The bigger problem is not the bullies, it's the adults that turn a blind eye to it. Take for example, this excerpt from "The Takeover", a TV movie script I wrote in high school (and yay, you get to see a sample of my god-awful teen writing).

We are in the school administration office, Jeremy is talking to some old lady at a desk.

And these kids have been harassing me constantly, non-stop.


It's been a week since I've made this complaint.


And still nothing's been done (getting angrier)

Secretary just sort of wrings her hands in an immature fashion like "oh shucky-darns".

Look, don't treat me like I'm some damn kindergartner who's getting his toys stolen by the school bully. I want something to be done about this, and I want it done now.

(Minnesota accent) Hey there, mister. Now you aren't going to get any kind of help with that attitude. Now the counselor will deal with your problem when she gets here on Tuesday. All right?

This really happened to me in middle school (except for the kindergartener line, that's the great line I thought of as I stewed, waiting on the chair). First the counselor wasn't even there, then she actually wrung her hands with bright-eyed smirk like "well, whatcha gonna do?" Like I was protesting they were all out of chocolate ice cream. And this wasn't the first time, it was the third.
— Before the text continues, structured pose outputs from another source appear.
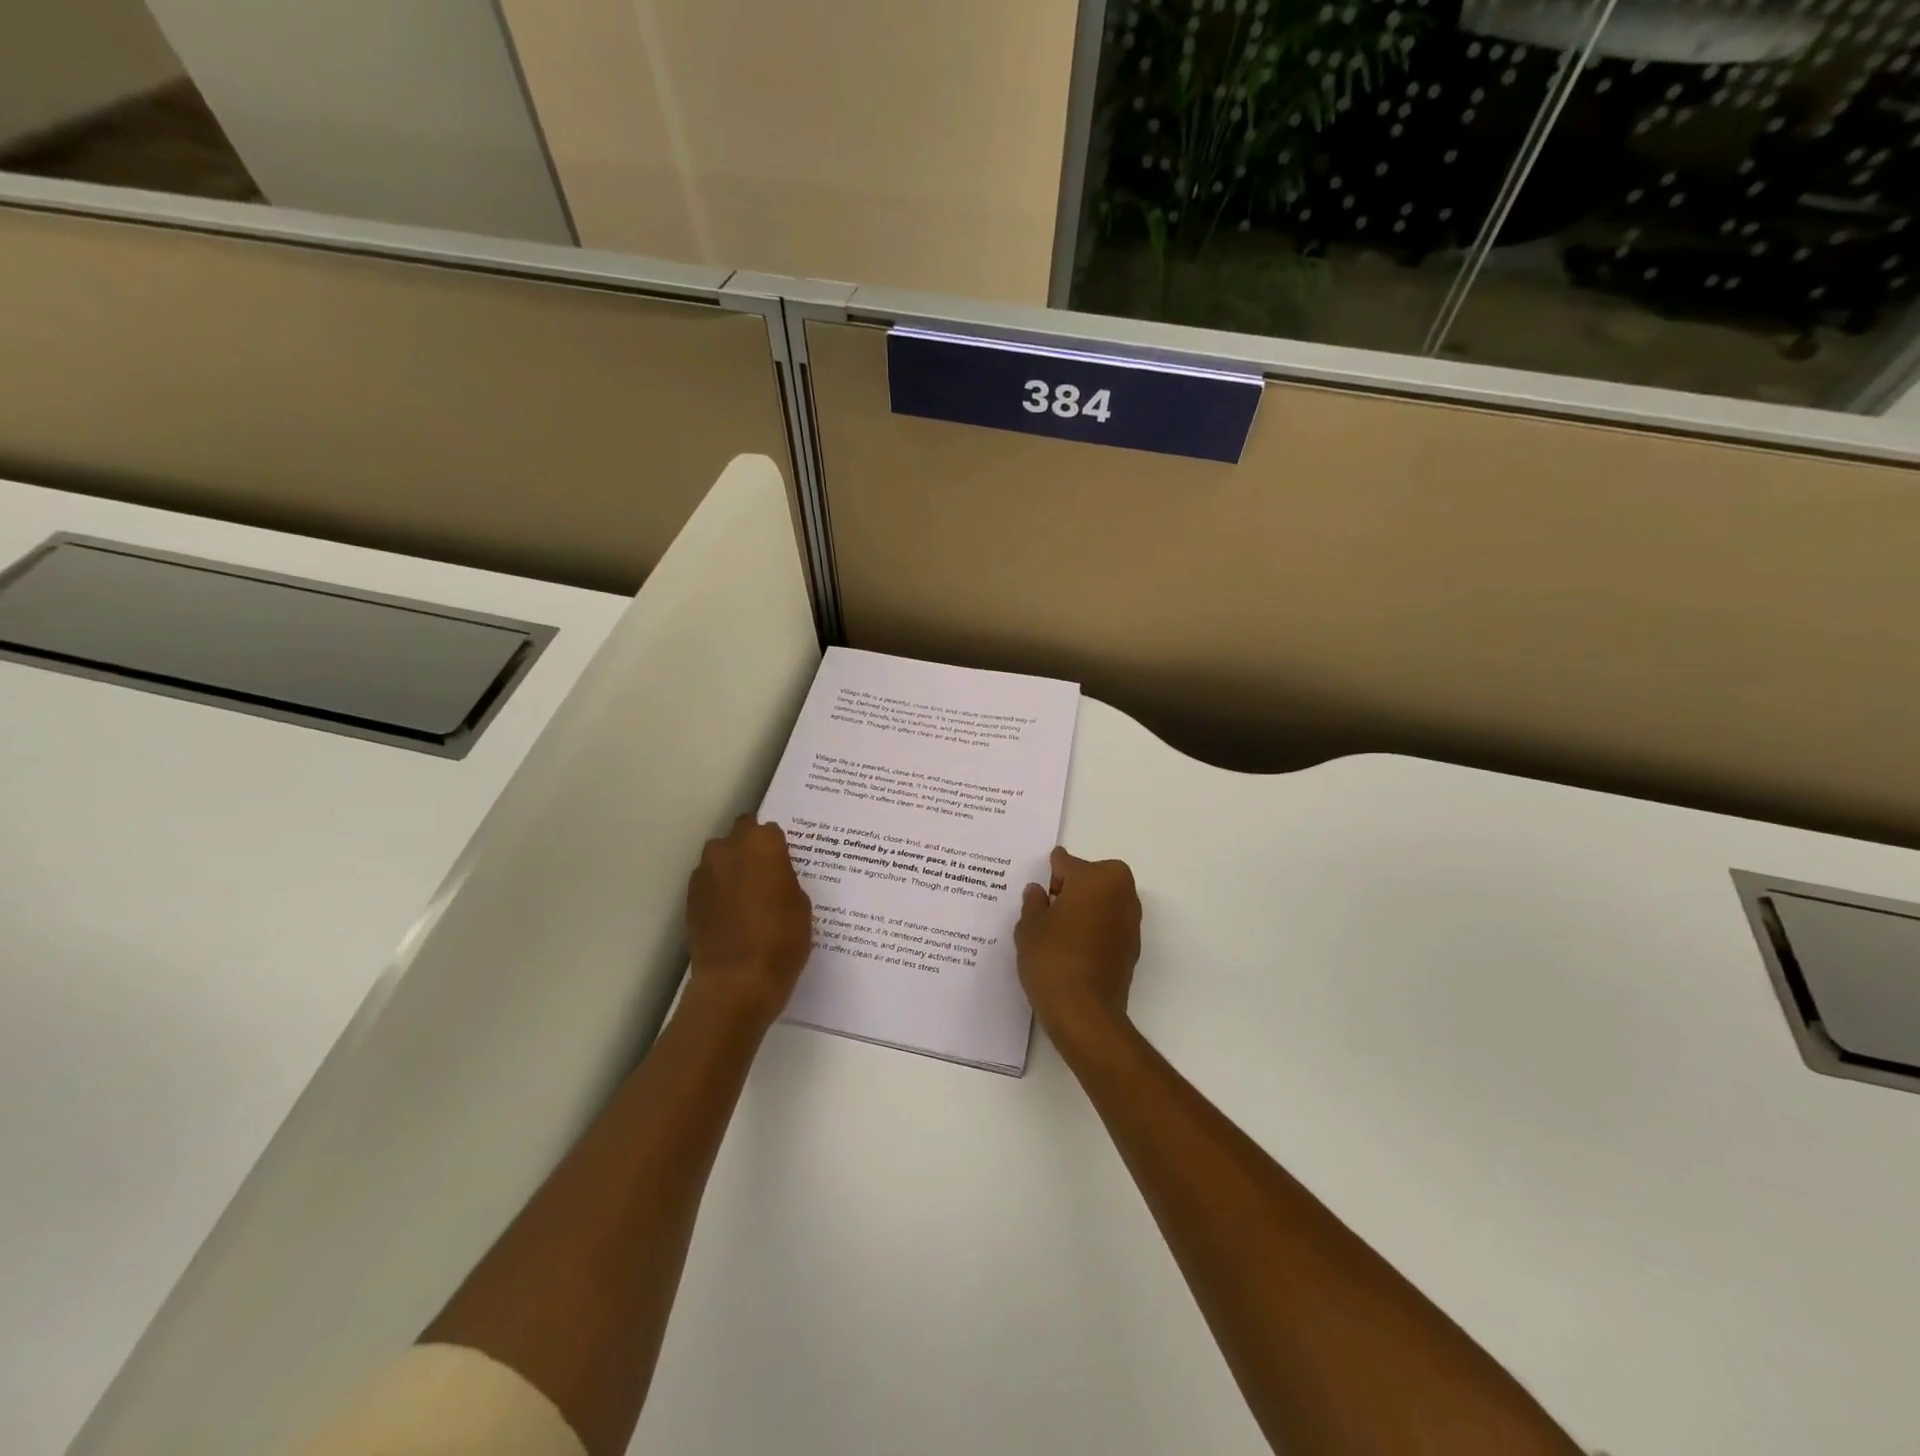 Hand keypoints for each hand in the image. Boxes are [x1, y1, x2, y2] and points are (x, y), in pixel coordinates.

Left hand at [685, 815, 813, 1030]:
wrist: (736, 981)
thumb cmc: (781, 939)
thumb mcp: (801, 905)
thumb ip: (785, 878)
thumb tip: (773, 876)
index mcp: (762, 845)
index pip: (769, 829)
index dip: (777, 846)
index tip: (784, 863)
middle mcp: (728, 849)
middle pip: (740, 834)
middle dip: (750, 847)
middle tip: (766, 874)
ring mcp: (704, 873)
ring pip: (719, 857)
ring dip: (731, 867)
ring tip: (746, 895)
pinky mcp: (690, 898)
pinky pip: (708, 882)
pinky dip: (718, 889)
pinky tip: (731, 914)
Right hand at [1016, 847, 1141, 1051]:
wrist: (1085, 1012)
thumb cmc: (1052, 959)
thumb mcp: (1029, 928)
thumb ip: (1033, 903)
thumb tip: (1037, 891)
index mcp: (1095, 878)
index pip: (1067, 863)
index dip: (1050, 871)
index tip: (1039, 882)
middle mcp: (1120, 892)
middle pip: (1093, 876)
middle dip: (1074, 885)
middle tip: (1049, 905)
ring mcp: (1131, 920)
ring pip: (1105, 899)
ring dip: (1087, 905)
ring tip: (1059, 927)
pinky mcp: (1133, 946)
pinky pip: (1110, 923)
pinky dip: (1095, 926)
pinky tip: (1074, 945)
Maybe they get a lot of petty squabbles (she stole my hairband, he made it on the football team politics, she stole my boy) that it's all superficial in their eyes. It's superficial to me now, but it wasn't at the time, and I still remember how small this made me feel. I'm actually surprised I protested as I did, but conviction has always been one of my strong suits. This kind of behavior from the adults that are supposed to be helping the kids is inexcusable.
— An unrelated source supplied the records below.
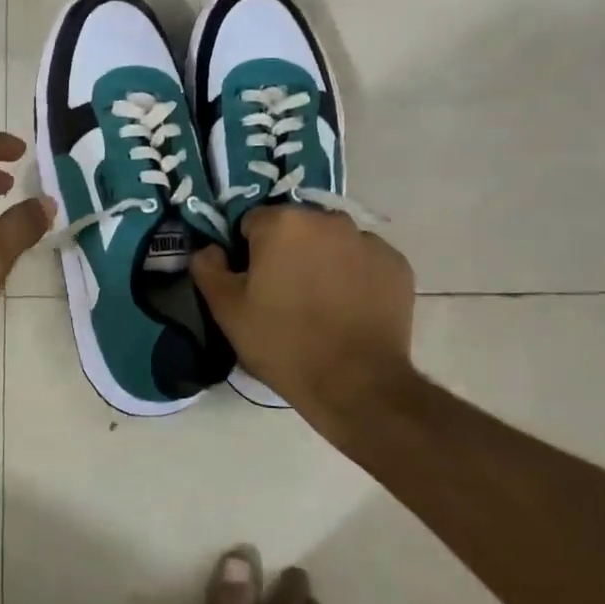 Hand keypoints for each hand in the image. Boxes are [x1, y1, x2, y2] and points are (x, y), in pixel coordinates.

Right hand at [190, 207, 415, 440]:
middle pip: (295, 228)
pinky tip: (349, 308)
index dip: (247, 252)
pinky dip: (355, 275)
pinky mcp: (396, 265)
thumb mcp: (227, 310)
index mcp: (283, 222)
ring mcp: (368, 240)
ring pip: (332, 242)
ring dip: (322, 260)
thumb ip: (208, 268)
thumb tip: (209, 249)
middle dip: (287, 251)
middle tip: (283, 294)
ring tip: (320, 303)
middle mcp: (328, 219)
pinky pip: (364, 260)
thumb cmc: (283, 343)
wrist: (355, 384)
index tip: (252, 283)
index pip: (252, 223) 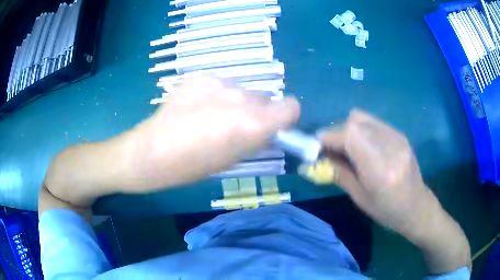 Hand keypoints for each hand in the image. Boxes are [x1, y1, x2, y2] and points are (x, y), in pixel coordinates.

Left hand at [125, 73, 299, 188]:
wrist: (152, 151)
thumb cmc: (193, 166)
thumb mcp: (234, 158)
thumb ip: (258, 137)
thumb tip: (269, 127)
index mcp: (254, 123)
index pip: (291, 106)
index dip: (285, 117)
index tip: (273, 126)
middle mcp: (242, 96)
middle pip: (265, 97)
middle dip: (256, 111)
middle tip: (233, 125)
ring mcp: (219, 81)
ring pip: (242, 89)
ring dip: (235, 101)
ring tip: (209, 116)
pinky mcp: (200, 75)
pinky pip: (220, 84)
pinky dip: (215, 94)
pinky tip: (195, 106)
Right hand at [302, 109, 469, 272]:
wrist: (417, 207)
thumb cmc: (387, 210)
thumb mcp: (359, 197)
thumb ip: (336, 174)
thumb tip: (307, 165)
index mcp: (379, 168)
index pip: (349, 136)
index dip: (328, 137)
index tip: (314, 147)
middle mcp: (390, 145)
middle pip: (354, 121)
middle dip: (336, 133)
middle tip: (331, 150)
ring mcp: (397, 136)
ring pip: (363, 118)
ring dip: (348, 129)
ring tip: (347, 148)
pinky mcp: (400, 134)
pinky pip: (373, 122)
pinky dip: (361, 130)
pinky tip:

I also remember a time in high school when a similar incident happened to an acquanitance of mine. I say acquaintance, because he was a guy who actually talked to me. To say he took a big risk to his reputation by wishing to be seen talking to me makes him ultimately cool in my eyes, someone to look up to, someone who saw past my weirdness and anti-socialism, and in my zealotry, someone to stand up for. Now, I only know the story from hearsay, but apparently, someone stole a jersey from him. They tried to get the administration to intervene, but they wouldn't and didn't. So eventually, it came to head in a fight in the hallway (much blood). This resulted in the cool kid who liked me getting expelled for the rest of the school year, and being unable to walk during graduation. Something that could have been avoided had the authorities, who are supposed to be authorities and step in, done so.

The problem is kids dont know how to stop it, how to stand up. The current methodologies don't work. Like Seanan McGuire says "Ignoring a bully just makes it more fun to torment you, because then, if they get you to react, they know they've won." It's heartbreaking to try, over and over, to get people to leave you alone. In the movies, the little boy summons up all his courage, has one confrontation where he throws a lucky punch, and it's over. That doesn't happen in the real world.

We need to modify the curriculum (of what class, I'm not sure. Health?) to give people the tools to deal with this in the real world. Duck and cover doesn't work. You need to figure out what to say (and not like the D.A.R.E. program where there are all the "wonderful ways to say no"), run scenarios (real scenarios), and learn the courage to stand up for what's wrong. Whenever I need to be courageous, I think of Link from The Legend of Zelda, the personification of courage and bravery. Everything to lose, nothing to gain, and yet he still went out into the wide world to defeat Ganon because he knew it was right. We can't control the bully, but we can control ourselves.

1 I have never seen Glee, so I may be talking out of my ass.